Dans ces 12 %, on a des patients SLA (la sclérose latérale amyotrophique, la maladie de Charcot dont on parlait tout à l’heure). Ils viennent pour un séjour de trois semaines seulement, pour que la famille puisse se reposer, reprendre des forces.
On a aussi un certain nombre de personnes très âgées, qui ont un cancer qui évolue donc très lentement, qui arrivent chez nous après des chimiothérapies très intensives et, pour ainsi dire, le cancer est un peu arrêté. Elles métabolisent les effets secondaires des chimiothérapies. Leur état général s’améliore. Et il nous arrive régulièrement de renvoyer des personnes âgées en maison de retraite ou dans leur famille. Heureusement pour elles… et pour nous aussi.
Jean-Paul Guitton : Est-ce que vous seriez d’accord avec le professeur Sicard pour dire qu’en France on n’est pas très bon, parce que l’on oppose les soins palliatifs aux soins curatifs. Il faudrait au contraire de ce que l’on fait, par exemple, à Jeanne-Garnier, les commencer au diagnostique, comme cela se pratique, semble-t-il en Allemagne ou en Suisse ?
Bénédicte Denoyel : Cela se fait à Curie aussi. Il y a une équipe transversale d’accompagnement et de soins palliatifs qui intervient très tôt dans la maladie.
C’est vrai que c’est une situation complètement absurde où il y a d’abord des soins curatifs, et puis il y a cette césure et on arrive en soins palliatifs.
Jean-Paul Guitton : C’est une question de culture : en France, il paraît extrêmement difficile de changer de pratique.
Bénédicte Denoyel : Je suis tout à fait d’accord avec vous.
Nicolas Aumonier : Sur l’hydratation, vous avez très peu parlé des questions d’alimentation et d’hydratation ?
Bénédicte Denoyel : Selon la loi, l’alimentation artificielle et l’hydratation artificielle sont considérées comme des traitements.
Jean-Paul Guitton : Des soins ou des traitements ? N’y a-t-il pas une lacune dans la loi Leonetti, en ce qu’elle ne distingue pas soins et traitements ?
Tout malade a le droit d’être ventilé, hydraté et alimenté. Si on ne le fait pas on est coupable. Et nourrir ou ventiler, ce n’est pas un traitement, c’est un soin.
Bénédicte Denoyel : Oui, d’accord, c’est un soin pour l’alimentation et l’hydratation orales, mais c’est un traitement lorsque c’est prescrit par un médecin, avec des techniques particulières d’alimentation et d’hydratation artificielles.
Mais il faut savoir quand même que, dans certaines situations, il est contre-productif d’hydrater un patient.

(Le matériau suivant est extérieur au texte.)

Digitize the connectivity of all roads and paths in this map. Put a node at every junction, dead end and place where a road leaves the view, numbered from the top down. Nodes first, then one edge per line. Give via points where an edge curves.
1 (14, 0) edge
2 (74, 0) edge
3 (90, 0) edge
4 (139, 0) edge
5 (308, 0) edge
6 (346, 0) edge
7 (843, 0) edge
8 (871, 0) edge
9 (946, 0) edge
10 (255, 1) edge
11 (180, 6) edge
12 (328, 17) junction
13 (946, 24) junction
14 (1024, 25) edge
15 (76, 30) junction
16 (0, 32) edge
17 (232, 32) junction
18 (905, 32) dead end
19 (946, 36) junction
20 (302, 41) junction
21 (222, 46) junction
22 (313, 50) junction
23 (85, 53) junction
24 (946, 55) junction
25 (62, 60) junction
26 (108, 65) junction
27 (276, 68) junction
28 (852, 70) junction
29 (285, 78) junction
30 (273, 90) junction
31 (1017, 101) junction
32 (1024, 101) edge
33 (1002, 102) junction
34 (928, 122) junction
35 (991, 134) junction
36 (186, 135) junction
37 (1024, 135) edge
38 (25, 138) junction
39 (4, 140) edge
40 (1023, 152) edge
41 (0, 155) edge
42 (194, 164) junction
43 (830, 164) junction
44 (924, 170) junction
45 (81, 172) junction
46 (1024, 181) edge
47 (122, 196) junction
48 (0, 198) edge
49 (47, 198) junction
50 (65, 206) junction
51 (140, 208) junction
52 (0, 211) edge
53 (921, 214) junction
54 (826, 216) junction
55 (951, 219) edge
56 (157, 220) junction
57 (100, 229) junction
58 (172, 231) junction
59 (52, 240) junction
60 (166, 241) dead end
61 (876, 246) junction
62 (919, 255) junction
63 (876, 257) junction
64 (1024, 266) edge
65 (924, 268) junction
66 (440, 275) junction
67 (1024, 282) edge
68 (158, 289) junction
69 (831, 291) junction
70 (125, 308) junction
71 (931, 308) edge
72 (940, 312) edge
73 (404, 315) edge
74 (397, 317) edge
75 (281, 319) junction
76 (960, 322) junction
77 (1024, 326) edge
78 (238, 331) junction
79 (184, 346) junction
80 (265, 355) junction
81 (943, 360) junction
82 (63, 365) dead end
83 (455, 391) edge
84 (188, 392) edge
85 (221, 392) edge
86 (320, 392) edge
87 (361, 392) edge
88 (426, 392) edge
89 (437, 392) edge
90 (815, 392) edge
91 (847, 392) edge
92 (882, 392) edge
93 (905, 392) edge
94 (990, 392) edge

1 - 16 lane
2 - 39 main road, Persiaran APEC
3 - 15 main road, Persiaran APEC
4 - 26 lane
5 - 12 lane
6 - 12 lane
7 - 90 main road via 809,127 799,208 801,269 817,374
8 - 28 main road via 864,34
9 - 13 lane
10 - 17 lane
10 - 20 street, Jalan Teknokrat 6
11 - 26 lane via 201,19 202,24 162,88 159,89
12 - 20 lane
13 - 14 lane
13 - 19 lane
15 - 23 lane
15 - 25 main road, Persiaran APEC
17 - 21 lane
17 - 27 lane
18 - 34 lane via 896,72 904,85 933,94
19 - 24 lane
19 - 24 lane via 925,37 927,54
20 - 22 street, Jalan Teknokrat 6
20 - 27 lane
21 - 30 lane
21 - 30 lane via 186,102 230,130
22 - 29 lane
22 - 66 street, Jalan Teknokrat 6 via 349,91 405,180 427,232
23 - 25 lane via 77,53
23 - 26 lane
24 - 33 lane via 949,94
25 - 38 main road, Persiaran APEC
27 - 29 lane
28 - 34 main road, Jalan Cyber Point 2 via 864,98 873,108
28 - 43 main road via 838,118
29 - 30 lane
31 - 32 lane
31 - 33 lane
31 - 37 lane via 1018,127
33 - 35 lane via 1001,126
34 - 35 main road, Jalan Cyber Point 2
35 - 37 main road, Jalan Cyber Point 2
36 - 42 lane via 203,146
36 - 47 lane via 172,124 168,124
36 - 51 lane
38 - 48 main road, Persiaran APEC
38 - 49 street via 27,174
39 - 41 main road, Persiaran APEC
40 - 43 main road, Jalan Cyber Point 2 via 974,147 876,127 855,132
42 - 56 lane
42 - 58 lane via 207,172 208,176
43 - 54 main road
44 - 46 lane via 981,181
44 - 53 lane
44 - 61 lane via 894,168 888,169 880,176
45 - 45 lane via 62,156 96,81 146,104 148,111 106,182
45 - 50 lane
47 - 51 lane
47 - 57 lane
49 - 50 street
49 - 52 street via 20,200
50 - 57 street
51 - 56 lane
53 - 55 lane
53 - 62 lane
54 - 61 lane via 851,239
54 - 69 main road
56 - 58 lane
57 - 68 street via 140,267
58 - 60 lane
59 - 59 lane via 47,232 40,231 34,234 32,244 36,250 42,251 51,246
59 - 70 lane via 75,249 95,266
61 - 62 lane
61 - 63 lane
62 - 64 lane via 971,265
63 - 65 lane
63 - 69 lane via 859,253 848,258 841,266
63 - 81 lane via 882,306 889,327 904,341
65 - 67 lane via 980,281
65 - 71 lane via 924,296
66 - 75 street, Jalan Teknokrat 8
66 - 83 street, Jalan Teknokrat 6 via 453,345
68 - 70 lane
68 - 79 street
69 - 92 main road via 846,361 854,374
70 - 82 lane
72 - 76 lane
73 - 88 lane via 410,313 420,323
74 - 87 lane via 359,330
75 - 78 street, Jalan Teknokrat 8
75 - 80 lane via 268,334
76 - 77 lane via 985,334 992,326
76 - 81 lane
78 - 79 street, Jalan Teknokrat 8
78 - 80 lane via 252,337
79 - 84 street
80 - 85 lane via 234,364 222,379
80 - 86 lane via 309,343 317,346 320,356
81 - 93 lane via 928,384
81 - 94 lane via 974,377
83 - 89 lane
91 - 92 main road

Henri Lafont : Si hydrater ou alimenter un patient est considéré comme un traitement, le malade peut le refuser. Mais si il est comateux il ne donne pas son avis : vous avez sûrement entendu parler de cet homme, Hervé Pierra, qui avait été réanimé par son père, pompier, pendant le trajet à l’hôpital après sa défenestration. Et le drame a été amplifié à partir du moment où le père a exigé qu’on arrête les soins. Et on a arrêté à la fois la nutrition et l’hydratation et le patient a terminé sa vie en convulsant.
Par conséquent il ne suffit pas d’arrêter ces traitements pour que le malade aille bien et que la situation se stabilise. Dans cette situation, il est difficile de comprendre pourquoi on n’a pas donné une sédation.

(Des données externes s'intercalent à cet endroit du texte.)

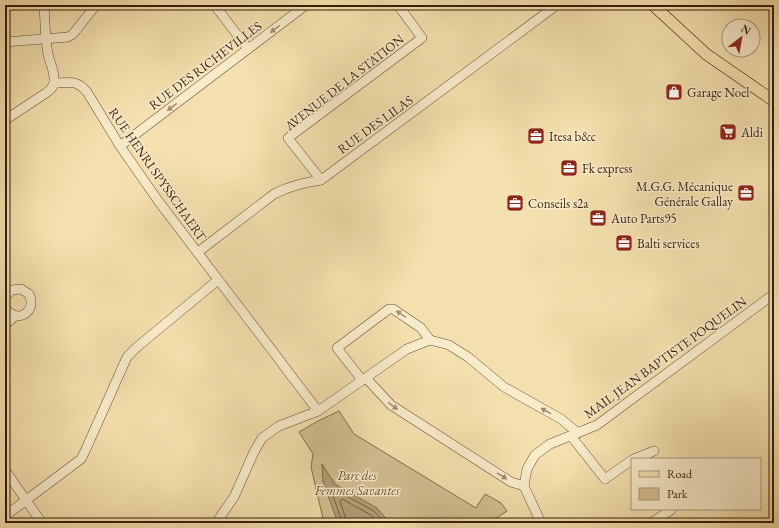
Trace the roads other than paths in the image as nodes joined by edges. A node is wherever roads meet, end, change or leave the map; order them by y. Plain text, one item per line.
1 (44, 5) edge
2 (96, 5) edge
3 (218, 5) edge
4 (306, 5) edge
5 (398, 5) edge
6 (557, 5) edge
7 (653, 5) edge
8 (46, 39) junction
9 (5, 42) edge
10 (248, 49) junction
11 (54, 83) junction
12 (774, 101) edge
13 (5, 120) edge
14 (120, 146) junction
15 (321, 180) junction
16 (202, 249) dead end
17 (218, 280) junction
18 (774, 294) edge
19 (5, 297) edge
20 (5, 307) edge
21 (15, 316) junction
22 (5, 325) edge
23 (430, 340) junction
24 (364, 379) junction
25 (318, 411) junction
26 (575, 434) junction
27 (654, 451) dead end
28 (638, 458) edge
29 (631, 461) edge
30 (5, 470) edge
31 (524, 486) junction
32 (26, 500) junction
33 (670, 510) edge
34 (5, 516) edge
35 (42, 523) edge
36 (216, 523) edge
37 (541, 523) edge
38 (651, 523) edge

1 - 8 street
2 - 8 street
3 - 10 street
4 -> 10 street, RUE DES RICHEVILLES
5 - 15 street, AVENUE DE LA STATION
6 - 15 street, RUE DES LILAS
7 - 12 main road
8 - 9 street
8 - 11 street
10 -> 14 street, RUE DES RICHEVILLES
11 - 13 street
11 - 14 street, RUE HENRI SPYSSCHAERT
14 - 17 street, RUE HENRI SPYSSCHAERT
15 - 16 street, RUE DES LILAS
17 - 25 street, RUE HENRI SPYSSCHAERT
17 - 32 street
18 - 26 street, MAIL JEAN BAPTISTE POQUELIN
19 - 21 street
20 - 21 street
21 - 22 street
23 - 24 street
23 -> 24 street
26 -> 23 street
24 - 25 street
24 -> 31 street
25 - 36 street
26 - 29 street
26 - 31 street, MAIL JEAN BAPTISTE POQUELIN
27 - 28 street
30 - 32 street
31 - 37 street
32 - 34 street
32 - 35 street
33 - 38 street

Bénédicte Denoyel : C’est une faute médicale, tout simplement. Je pense que tout le monde est d’accord là-dessus.
L’arrêt de l’alimentation et de l’hydratation avaient été fait parce qu’on estimait qu’on était dans l’acharnement thérapeutique. Ce patient était victime d’acharnement thérapeutique. Mais, par contre, ne pas sédater ce patient-là, c’était une faute médicale.

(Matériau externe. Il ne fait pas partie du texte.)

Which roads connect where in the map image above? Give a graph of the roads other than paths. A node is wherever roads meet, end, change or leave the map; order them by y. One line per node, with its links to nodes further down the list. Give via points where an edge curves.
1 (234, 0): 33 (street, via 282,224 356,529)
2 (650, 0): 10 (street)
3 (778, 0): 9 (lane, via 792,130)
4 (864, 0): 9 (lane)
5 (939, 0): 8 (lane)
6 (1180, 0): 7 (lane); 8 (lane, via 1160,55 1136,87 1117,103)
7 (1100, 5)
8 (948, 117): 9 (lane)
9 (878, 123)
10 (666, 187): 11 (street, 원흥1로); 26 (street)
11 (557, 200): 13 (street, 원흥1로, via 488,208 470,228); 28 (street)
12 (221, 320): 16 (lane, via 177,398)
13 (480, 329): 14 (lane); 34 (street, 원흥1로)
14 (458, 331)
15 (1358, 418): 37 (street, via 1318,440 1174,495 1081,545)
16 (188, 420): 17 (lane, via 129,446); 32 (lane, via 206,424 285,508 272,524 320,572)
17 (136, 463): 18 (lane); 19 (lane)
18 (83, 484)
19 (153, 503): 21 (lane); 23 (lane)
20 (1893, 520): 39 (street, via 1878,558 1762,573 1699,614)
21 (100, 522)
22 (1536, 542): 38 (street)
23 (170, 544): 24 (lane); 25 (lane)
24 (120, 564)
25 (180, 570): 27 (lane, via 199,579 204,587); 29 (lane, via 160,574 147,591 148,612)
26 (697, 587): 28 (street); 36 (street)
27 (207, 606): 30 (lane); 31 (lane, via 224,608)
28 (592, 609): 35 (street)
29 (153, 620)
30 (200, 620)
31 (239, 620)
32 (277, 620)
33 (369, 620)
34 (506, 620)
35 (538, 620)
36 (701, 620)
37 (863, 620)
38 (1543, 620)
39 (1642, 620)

Quand je dis que l’hydratation est parfois contre-productive, je pense aux
patients atteints de cancer, en toute fin de vie, qui font des réserves d’eau (œdèmes, ascite) et qui, si on leur rajoute de l’eau par une perfusion, s’encombrent. C’est aussi une faute thérapeutique. On a régulièrement des patients qui arrivent comme cela.